Tuesday, January 30, 2007

Useful things when you've wiped you partition table (conclusion)

This is the concluding part of my earlier post on recovering after wiping the partition table and the first 30k or so of my harddisk. It has a happy ending.

It didn't take much more effort in the end to rebuild my laptop's partition table. It turns out that gpart was not terribly useful as I had used extended partitions and nuked the first one. It found my 2 linux partitions but refused to rebuild the partition table. It also outputs the location of the partitions in MB which is no use at all.
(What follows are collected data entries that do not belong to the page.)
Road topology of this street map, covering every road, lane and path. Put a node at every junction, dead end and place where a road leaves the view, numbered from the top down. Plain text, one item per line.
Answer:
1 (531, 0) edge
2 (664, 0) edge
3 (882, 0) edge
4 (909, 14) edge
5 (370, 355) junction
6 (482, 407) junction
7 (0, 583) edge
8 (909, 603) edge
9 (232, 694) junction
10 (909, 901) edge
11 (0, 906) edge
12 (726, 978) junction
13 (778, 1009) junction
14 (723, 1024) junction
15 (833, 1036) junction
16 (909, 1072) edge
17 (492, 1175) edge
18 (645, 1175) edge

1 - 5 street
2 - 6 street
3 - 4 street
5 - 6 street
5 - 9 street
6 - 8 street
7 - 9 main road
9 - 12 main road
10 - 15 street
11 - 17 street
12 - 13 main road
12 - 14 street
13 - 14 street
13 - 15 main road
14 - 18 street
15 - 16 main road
This patch

diff -ur gpart-0.1h/src/gpart.h ../gpart-0.1h/src/gpart.h --- gpart-0.1h/src/gpart.h 2001-01-30 23:07:29.000000000 +0000 +++ ../gpart-0.1h/src/gpart.h 2007-01-03 05:07:06.000000000 +0000 @@ -171,7 +171,7 @@ struct disk_geom *disk_geometry(disk_desc *); int reread_partition_table(int); -#define s2mb(d,s) { (s)*=(d)->d_ssize; (s)/=1024; (s)/=1024; } +#define s2mb(d,s) { (s)*=(d)->d_ssize; } #define align(b,s) (byte_t *)(((size_t)(b)+(s)-1)&~((s)-1)) #include "gmodules.h"

makes it output bytes instead which I could then divide by 512 to get sectors. I had to compile it on a Debian box (not sure what vintage), it wouldn't compile under Ubuntu.

Next I used sfdisk -d /dev/sda to dump a partition table from another machine as an example and then edit that to look like

# partition table of /dev/sda unit: sectors /dev/sda1 : start= 63, size= 39053952, Id=83 /dev/sda2 : start= 39070143, size= 3903728, Id=82 /dev/sda3 : start= 42973938, size= 72260370, Id=8e /dev/sda4 : start=115234308, size= 1975932, Id=83, bootable

I worked out the sizes by subtracting the start values from each other. Saving that in a file and doing sfdisk < my_partitions.txt gave me a new partition table which amazingly worked. Of course /dev/sda1 wasn't recovered properly because it had also been partially overwritten by the format but luckily I had nothing useful on that partition.